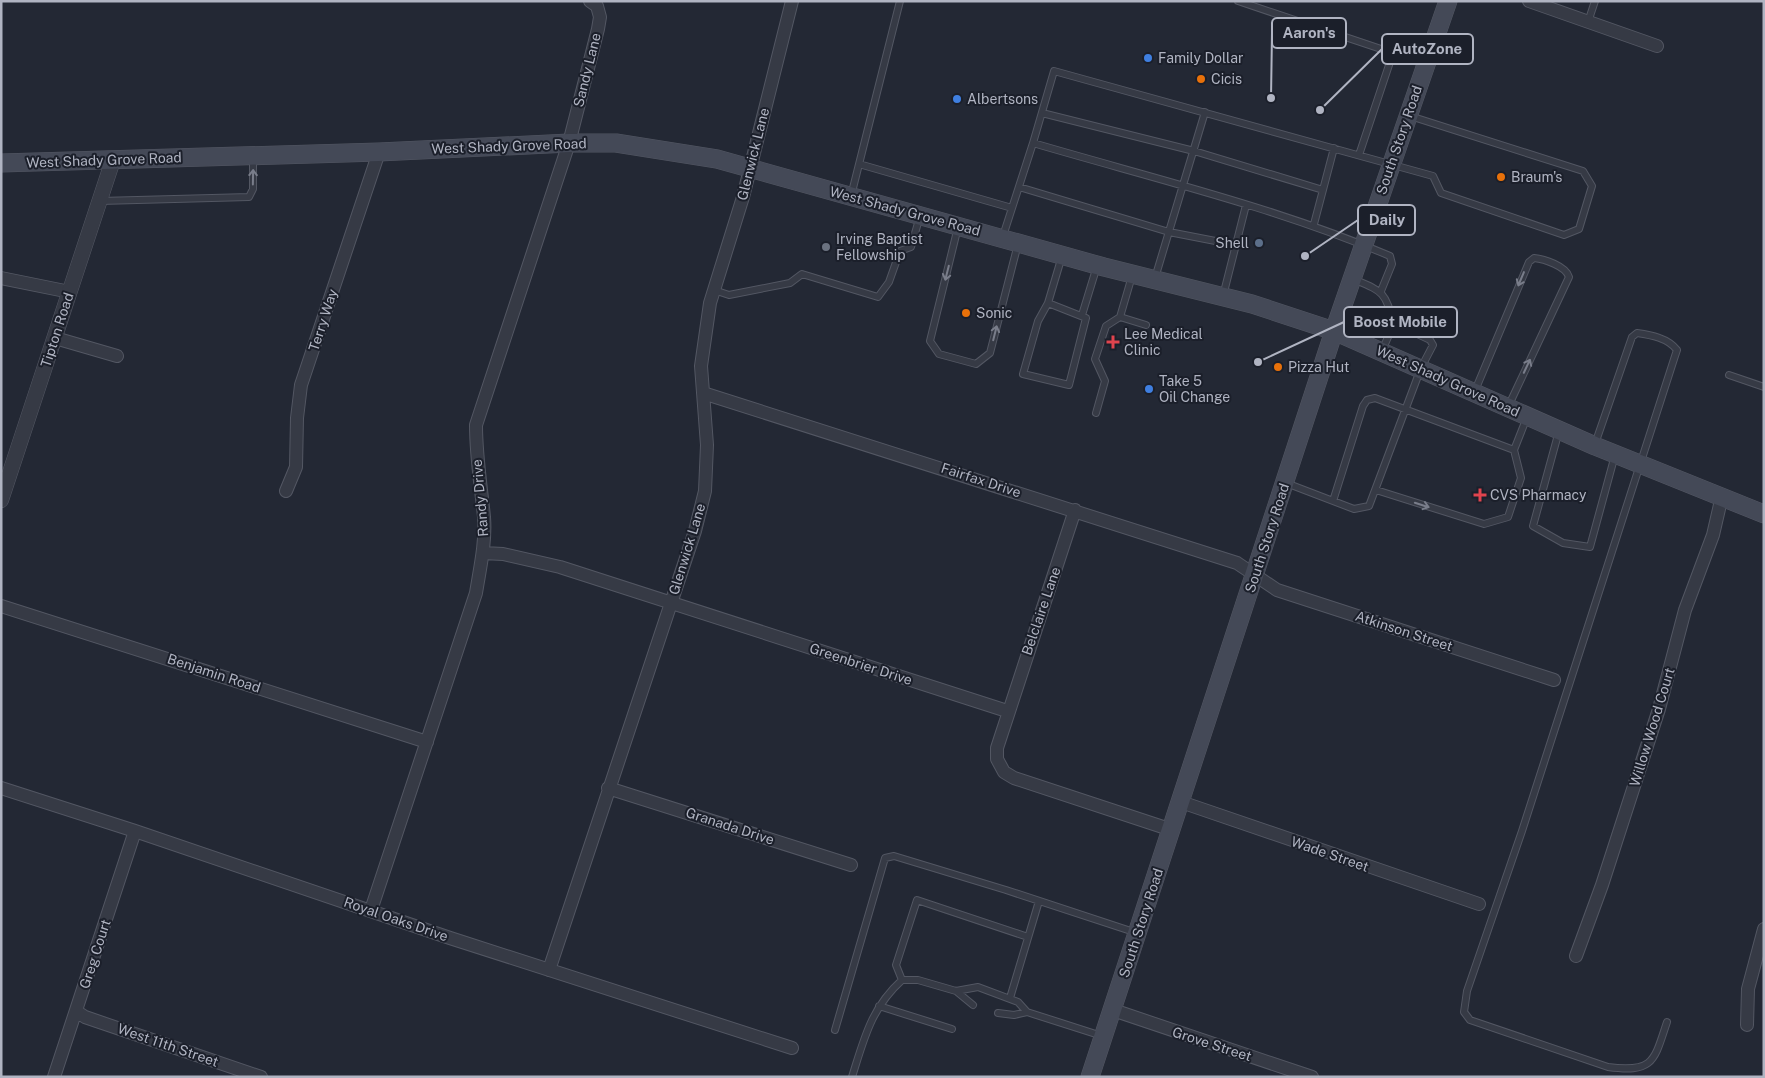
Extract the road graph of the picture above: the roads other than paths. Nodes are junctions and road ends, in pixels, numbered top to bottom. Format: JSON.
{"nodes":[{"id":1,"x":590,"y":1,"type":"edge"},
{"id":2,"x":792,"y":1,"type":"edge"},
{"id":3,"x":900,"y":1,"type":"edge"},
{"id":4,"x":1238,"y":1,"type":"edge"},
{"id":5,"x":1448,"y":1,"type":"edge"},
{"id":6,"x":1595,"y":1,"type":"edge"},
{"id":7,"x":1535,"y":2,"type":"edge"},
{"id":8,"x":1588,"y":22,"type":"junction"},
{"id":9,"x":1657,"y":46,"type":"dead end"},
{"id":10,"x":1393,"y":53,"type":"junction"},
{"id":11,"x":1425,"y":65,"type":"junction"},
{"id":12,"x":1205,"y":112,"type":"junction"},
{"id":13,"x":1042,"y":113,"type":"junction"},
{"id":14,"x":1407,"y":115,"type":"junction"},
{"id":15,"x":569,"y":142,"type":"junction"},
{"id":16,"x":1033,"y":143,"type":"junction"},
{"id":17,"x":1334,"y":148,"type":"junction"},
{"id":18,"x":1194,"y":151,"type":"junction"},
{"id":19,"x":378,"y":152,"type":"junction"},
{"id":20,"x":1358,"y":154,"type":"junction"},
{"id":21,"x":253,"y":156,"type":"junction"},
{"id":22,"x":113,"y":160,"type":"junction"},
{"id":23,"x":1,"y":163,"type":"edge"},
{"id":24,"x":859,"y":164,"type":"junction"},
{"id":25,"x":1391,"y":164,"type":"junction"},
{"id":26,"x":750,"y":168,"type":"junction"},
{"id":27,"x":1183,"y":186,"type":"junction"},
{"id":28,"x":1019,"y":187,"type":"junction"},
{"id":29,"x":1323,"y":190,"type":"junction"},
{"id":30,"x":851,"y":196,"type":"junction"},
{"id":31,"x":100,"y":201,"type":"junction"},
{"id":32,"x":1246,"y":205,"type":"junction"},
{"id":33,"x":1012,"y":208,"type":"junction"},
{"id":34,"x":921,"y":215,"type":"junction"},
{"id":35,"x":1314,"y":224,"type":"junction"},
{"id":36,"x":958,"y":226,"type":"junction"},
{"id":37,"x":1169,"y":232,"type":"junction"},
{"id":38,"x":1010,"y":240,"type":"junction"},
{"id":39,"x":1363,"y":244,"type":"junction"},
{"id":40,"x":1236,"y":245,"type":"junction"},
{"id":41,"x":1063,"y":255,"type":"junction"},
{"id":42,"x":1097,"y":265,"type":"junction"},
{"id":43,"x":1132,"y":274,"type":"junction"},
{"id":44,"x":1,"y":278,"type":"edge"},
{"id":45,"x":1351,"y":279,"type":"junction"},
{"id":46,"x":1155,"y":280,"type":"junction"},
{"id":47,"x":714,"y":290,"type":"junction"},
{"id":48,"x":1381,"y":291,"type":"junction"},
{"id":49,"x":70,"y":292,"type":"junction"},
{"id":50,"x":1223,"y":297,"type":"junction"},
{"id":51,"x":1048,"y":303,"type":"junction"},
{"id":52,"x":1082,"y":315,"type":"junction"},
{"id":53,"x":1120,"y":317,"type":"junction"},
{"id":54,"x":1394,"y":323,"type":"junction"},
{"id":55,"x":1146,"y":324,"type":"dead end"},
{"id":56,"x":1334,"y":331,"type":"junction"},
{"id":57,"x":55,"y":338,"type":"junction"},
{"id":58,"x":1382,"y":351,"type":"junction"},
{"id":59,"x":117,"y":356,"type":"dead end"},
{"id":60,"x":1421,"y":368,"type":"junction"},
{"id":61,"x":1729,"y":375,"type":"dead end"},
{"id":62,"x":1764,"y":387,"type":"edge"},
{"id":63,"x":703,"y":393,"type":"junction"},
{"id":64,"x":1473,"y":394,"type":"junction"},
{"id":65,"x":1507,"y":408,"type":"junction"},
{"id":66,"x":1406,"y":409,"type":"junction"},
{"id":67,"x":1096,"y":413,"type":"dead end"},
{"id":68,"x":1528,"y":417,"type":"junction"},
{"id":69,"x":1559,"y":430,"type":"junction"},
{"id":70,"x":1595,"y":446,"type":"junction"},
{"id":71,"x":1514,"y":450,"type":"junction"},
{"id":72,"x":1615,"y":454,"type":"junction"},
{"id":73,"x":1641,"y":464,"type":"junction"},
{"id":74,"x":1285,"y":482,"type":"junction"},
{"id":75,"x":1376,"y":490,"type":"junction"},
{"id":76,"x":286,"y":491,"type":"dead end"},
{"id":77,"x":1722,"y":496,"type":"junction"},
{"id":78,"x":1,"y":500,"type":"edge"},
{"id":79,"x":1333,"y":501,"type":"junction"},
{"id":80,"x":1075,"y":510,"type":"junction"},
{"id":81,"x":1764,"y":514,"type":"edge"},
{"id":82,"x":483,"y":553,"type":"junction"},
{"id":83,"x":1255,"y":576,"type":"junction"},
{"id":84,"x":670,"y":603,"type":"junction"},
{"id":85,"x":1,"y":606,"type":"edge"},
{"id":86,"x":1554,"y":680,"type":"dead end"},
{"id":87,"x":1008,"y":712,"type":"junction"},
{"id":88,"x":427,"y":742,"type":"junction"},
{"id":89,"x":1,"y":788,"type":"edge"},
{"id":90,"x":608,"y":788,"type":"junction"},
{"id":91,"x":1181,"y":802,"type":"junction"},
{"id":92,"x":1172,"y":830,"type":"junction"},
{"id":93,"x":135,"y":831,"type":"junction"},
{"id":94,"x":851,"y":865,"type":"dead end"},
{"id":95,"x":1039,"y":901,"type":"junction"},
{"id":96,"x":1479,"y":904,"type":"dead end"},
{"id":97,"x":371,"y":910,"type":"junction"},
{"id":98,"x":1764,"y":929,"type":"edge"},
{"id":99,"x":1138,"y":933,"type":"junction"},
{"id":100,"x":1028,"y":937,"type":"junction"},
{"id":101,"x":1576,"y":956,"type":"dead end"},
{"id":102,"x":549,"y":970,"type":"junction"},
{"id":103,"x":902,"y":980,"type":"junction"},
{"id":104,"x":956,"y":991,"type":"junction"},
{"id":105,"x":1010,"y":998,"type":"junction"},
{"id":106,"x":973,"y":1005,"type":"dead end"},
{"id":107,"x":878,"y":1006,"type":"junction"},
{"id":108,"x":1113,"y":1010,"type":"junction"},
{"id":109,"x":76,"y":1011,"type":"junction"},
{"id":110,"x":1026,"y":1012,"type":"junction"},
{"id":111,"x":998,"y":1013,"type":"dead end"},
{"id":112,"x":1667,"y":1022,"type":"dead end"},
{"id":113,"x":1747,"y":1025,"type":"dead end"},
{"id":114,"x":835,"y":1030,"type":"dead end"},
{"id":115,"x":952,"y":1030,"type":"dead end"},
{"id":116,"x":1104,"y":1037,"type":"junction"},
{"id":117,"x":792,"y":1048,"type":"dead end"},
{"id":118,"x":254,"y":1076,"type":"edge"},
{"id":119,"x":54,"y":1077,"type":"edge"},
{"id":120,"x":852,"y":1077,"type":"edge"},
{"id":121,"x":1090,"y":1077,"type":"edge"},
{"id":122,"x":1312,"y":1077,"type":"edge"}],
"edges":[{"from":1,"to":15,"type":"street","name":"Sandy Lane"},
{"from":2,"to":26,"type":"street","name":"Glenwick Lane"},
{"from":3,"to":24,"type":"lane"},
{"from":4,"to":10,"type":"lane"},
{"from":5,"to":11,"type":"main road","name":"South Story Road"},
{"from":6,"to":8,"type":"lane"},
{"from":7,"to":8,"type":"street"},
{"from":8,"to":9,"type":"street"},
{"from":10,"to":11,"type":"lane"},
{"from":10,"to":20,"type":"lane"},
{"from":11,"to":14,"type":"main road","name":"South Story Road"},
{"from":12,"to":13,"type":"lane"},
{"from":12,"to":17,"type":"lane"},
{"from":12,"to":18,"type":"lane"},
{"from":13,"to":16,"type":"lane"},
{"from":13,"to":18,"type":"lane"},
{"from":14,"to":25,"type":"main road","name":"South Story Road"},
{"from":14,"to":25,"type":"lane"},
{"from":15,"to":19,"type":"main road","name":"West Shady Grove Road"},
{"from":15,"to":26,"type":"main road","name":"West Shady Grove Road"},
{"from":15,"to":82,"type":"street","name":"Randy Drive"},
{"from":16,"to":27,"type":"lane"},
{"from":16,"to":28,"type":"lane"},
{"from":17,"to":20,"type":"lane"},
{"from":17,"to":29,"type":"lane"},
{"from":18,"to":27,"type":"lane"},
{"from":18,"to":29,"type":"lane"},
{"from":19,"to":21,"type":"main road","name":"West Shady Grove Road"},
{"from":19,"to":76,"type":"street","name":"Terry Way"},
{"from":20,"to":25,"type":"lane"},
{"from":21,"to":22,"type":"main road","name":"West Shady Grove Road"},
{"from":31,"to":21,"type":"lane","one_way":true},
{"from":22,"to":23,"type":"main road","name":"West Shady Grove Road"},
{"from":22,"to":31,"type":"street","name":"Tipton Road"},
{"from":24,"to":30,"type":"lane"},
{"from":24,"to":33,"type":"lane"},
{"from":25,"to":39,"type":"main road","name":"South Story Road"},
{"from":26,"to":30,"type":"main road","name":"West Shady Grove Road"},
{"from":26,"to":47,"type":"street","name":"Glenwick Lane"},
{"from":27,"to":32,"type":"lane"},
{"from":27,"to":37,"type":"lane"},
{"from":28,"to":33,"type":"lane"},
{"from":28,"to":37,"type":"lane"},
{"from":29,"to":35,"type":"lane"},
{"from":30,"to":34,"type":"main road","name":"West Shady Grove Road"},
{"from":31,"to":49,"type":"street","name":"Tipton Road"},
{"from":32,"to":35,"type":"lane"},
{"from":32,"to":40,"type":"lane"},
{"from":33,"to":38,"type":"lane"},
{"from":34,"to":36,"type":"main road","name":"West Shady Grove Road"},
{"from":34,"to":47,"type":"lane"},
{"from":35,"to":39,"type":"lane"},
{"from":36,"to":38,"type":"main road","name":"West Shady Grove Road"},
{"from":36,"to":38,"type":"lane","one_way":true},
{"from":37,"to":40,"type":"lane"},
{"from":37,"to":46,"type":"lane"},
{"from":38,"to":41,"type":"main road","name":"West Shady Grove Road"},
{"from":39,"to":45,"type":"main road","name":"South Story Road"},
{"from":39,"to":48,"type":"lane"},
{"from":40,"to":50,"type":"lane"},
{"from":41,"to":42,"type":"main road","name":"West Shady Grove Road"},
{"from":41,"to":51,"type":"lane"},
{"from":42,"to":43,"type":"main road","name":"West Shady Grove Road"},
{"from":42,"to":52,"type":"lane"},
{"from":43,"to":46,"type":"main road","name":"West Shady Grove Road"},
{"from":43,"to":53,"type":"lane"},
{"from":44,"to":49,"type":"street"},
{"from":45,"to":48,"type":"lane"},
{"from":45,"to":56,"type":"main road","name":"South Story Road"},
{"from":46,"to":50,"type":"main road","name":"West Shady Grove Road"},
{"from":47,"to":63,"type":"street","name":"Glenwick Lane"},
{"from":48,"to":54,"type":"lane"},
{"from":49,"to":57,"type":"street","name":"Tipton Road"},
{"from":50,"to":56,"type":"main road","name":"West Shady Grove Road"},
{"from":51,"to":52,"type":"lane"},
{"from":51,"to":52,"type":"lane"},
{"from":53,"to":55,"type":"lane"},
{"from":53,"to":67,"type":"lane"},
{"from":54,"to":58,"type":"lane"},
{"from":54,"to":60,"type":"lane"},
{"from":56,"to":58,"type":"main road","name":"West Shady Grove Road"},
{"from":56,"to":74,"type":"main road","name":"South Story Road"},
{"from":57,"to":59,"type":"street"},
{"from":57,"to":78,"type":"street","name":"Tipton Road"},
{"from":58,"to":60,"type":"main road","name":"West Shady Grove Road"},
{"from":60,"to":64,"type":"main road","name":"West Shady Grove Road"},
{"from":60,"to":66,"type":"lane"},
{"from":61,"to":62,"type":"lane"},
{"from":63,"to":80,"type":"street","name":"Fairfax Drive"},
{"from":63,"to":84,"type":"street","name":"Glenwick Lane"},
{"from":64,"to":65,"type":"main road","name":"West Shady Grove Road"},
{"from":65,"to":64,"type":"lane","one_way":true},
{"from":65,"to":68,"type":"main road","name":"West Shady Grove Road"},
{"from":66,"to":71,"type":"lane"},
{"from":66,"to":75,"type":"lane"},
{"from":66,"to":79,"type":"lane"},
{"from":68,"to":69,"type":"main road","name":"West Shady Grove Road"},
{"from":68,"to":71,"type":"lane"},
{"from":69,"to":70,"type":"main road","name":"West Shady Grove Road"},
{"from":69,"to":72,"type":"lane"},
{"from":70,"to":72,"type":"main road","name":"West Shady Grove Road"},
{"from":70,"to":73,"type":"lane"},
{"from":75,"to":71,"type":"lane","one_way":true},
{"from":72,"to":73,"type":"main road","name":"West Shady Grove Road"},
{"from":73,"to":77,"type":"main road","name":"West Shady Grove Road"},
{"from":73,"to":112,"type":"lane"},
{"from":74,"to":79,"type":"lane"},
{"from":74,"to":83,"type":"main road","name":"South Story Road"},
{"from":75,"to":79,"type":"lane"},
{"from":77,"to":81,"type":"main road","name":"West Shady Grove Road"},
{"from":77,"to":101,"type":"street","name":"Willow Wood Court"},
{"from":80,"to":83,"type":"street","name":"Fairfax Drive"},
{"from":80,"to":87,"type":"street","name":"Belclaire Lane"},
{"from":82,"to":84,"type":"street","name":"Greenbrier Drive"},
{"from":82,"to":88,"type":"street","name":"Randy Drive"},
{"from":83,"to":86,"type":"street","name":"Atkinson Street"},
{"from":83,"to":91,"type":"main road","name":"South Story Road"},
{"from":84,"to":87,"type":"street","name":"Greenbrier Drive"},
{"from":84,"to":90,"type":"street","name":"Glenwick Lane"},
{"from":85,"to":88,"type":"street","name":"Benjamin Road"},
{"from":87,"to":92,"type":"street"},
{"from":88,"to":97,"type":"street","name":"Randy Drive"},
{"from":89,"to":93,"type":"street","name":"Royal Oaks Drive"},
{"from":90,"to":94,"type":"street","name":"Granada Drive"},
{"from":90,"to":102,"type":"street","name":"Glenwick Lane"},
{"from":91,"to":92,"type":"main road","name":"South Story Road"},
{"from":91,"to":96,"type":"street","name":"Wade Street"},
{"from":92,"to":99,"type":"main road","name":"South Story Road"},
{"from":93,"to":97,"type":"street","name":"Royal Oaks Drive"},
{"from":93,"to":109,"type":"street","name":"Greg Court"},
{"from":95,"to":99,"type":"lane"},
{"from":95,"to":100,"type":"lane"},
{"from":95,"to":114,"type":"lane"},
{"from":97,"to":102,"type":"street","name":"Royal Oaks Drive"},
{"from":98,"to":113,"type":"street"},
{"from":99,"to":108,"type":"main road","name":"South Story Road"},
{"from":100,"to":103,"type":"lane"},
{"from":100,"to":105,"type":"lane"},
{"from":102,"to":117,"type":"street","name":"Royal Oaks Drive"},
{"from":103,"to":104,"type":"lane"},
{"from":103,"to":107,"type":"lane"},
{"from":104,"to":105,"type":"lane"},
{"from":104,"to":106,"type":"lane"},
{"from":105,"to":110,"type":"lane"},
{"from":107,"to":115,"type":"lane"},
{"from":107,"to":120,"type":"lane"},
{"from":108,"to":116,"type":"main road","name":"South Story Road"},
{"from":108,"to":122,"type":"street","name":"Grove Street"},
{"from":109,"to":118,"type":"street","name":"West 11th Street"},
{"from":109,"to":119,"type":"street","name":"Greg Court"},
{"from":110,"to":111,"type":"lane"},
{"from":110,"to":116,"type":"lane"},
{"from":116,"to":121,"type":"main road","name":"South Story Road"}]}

§ **Activity**: The total, and nothing more: how many lines in the entries contain "Oaks"?

§ **Your response**: 4